Tamasin Ramsay (born 1969) is an Australian anthropologist and former actress. She studied medical anthropology at the University of Melbourne and received her PhD in the same field from Monash University in 2009. Ramsay resides in Victoria, Australia.

Acting career
Her parents are Robin Ramsay and Barbara Bossert Ramsay (actress and writer). As a child she worked as an actor, with roles in an ABC Television series, The Truckies, and the film Dimboola. At age 17, she was cast in the Australian television series Possession (1985). She played Princess Talitha in Return to Eden (1986), followed by roles in Prime Time (1986), Neighbours (1987), Darlings of the Gods (1989), The Great Gatsby (Rippon Lea, directed by Robert Chuter), Blue Heelers (2001), Queen of the Damned (2002), and Tao of the Traveller (2008), a film based on a theatre script and book written by Barbara Bossert Ramsay, and produced and directed by her father, Robin Ramsay.

Later interests
During the 1990s, Ramsay left television and became a qualified ambulance paramedic in Melbourne. She was awarded a number of commendations during her paramedic career.
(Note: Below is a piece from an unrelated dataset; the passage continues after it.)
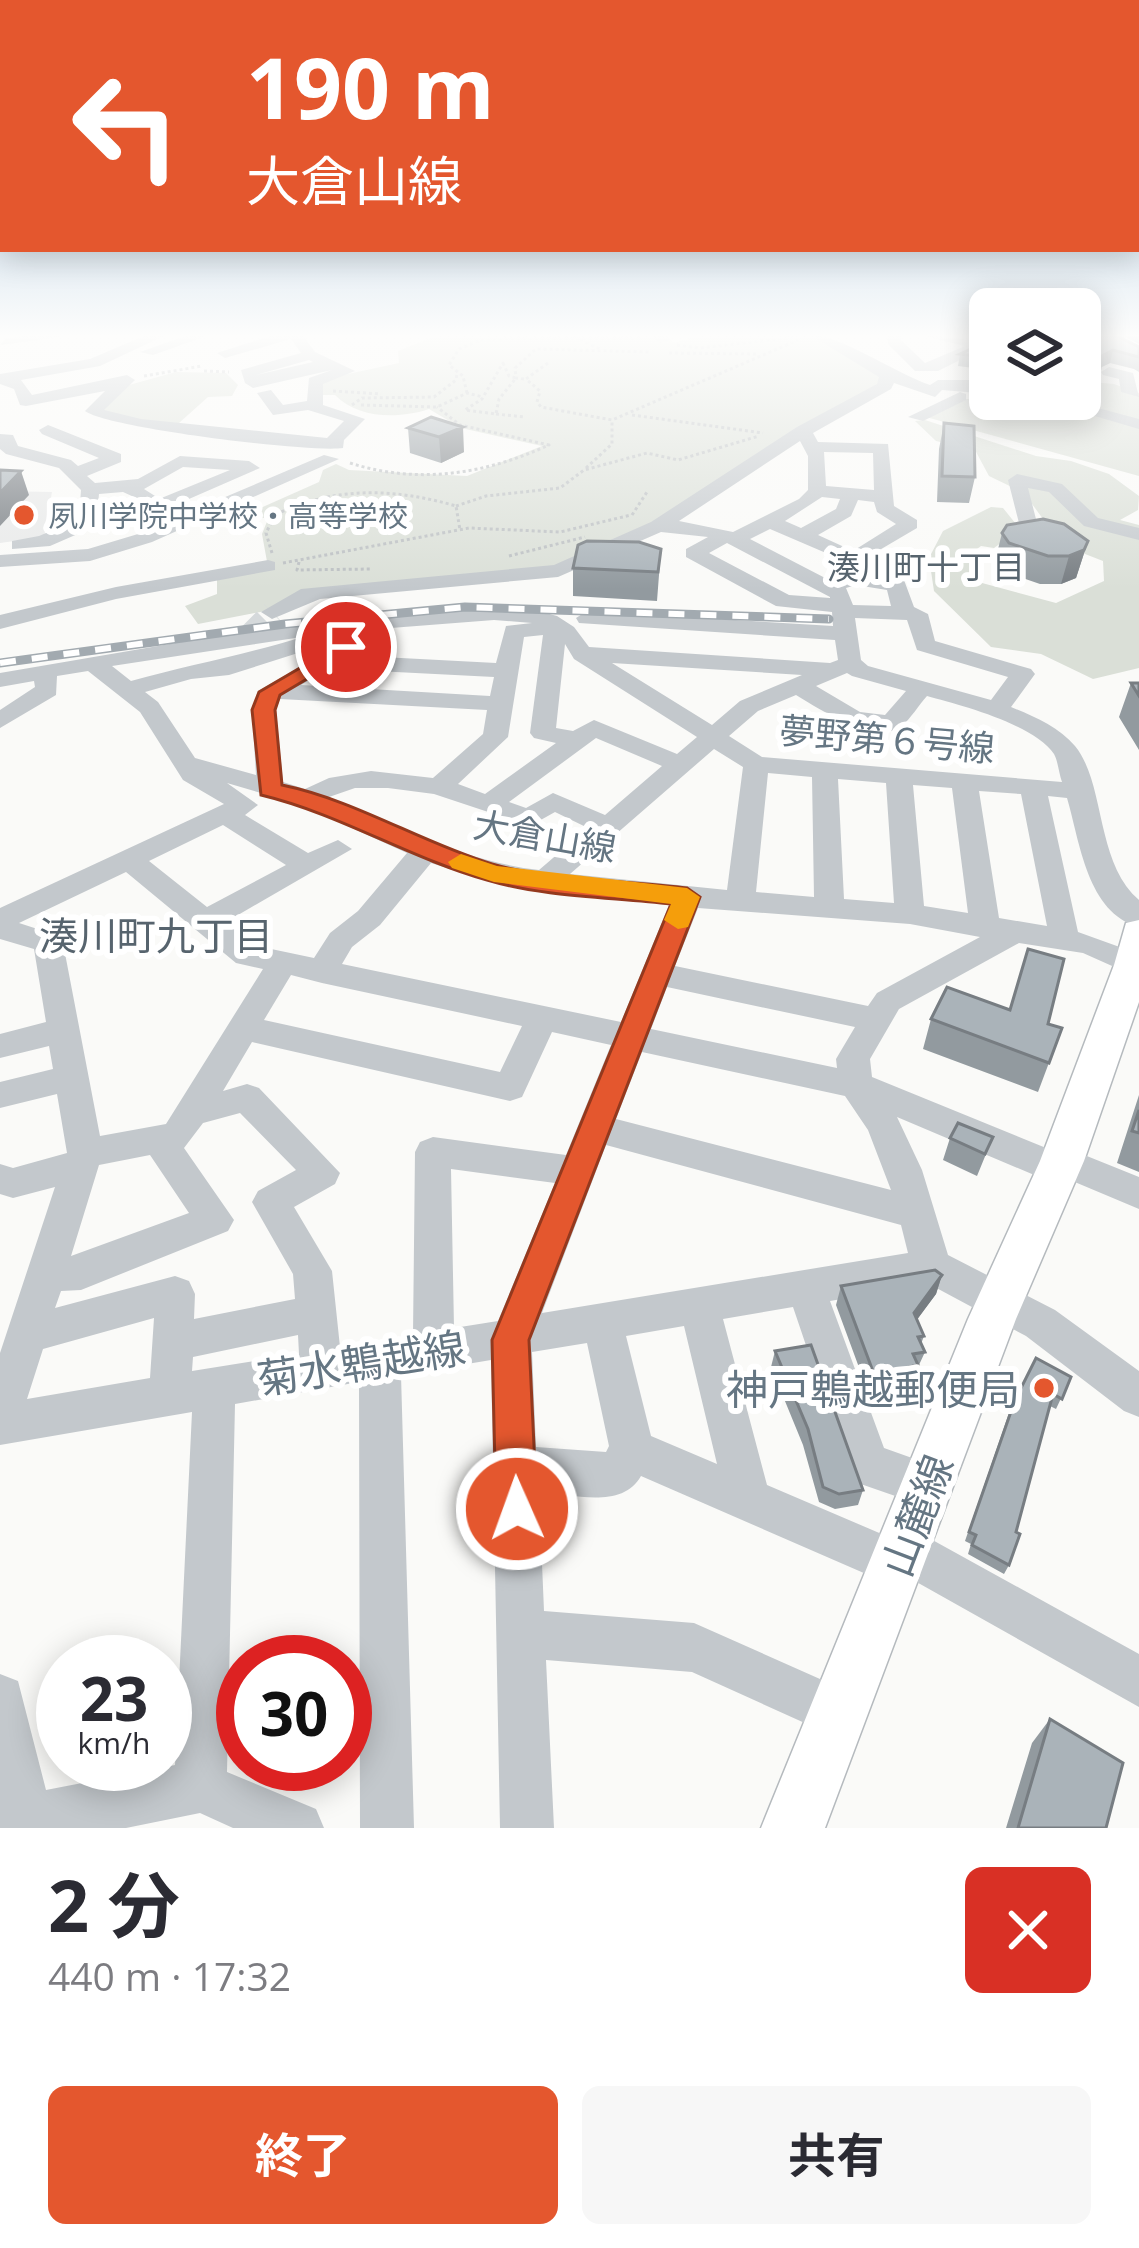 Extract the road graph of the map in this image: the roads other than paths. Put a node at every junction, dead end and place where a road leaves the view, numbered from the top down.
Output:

During the 1990s Ramsay also earned her black belt in Gōjū Kai karate after winning a number of national and international titles in martial arts.. While continuing to volunteer in the health and emergency services, Ramsay attended graduate school at the University of Melbourne and was awarded a PhD for studies in anthropology and health at Monash University in 2009, for which she wrote an in-depth ethnographic study of the Brahma Kumaris as her thesis.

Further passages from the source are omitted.